Stored data
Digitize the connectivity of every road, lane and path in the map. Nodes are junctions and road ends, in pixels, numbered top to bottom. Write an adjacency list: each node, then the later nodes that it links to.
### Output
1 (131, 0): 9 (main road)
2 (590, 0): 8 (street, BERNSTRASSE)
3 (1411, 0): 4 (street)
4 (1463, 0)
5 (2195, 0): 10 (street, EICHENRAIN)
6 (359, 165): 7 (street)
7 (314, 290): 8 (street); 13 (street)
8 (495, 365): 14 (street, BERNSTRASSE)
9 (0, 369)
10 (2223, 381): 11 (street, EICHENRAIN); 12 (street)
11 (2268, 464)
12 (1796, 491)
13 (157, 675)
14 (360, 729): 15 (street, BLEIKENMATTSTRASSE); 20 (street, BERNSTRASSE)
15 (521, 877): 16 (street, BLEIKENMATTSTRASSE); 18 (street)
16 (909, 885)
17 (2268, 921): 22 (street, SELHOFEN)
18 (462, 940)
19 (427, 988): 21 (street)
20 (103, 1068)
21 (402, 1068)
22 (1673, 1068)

» TASK DETAILS: Exactly as shown, repeat every record.

» COMPLETED TASK:
Digitize the connectivity of every road, lane and path in the map. Nodes are junctions and road ends, in pixels, numbered top to bottom. Write an adjacency list: each node, then the later nodes that it links to.
### Output
1 (131, 0): 9 (main road)
2 (590, 0): 8 (street, BERNSTRASSE)
3 (1411, 0): 4 (street)
4 (1463, 0)
5 (2195, 0): 10 (street, EICHENRAIN)
6 (359, 165): 7 (street)
7 (314, 290): 8 (street); 13 (street)
8 (495, 365): 14 (street, BERNSTRASSE)
9 (0, 369)
10 (2223, 381): 11 (street, EICHENRAIN); 12 (street)
11 (2268, 464)
12 (1796, 491)
13 (157, 675)
14 (360, 729): 15 (street, BLEIKENMATTSTRASSE); 20 (street, BERNSTRASSE)
15 (521, 877): 16 (street, BLEIKENMATTSTRASSE); 18 (street)
16 (909, 885)
17 (2268, 921): 22 (street, SELHOFEN)
18 (462, 940)
19 (427, 988): 21 (street)
20 (103, 1068)
21 (402, 1068)
22 (1673, 1068)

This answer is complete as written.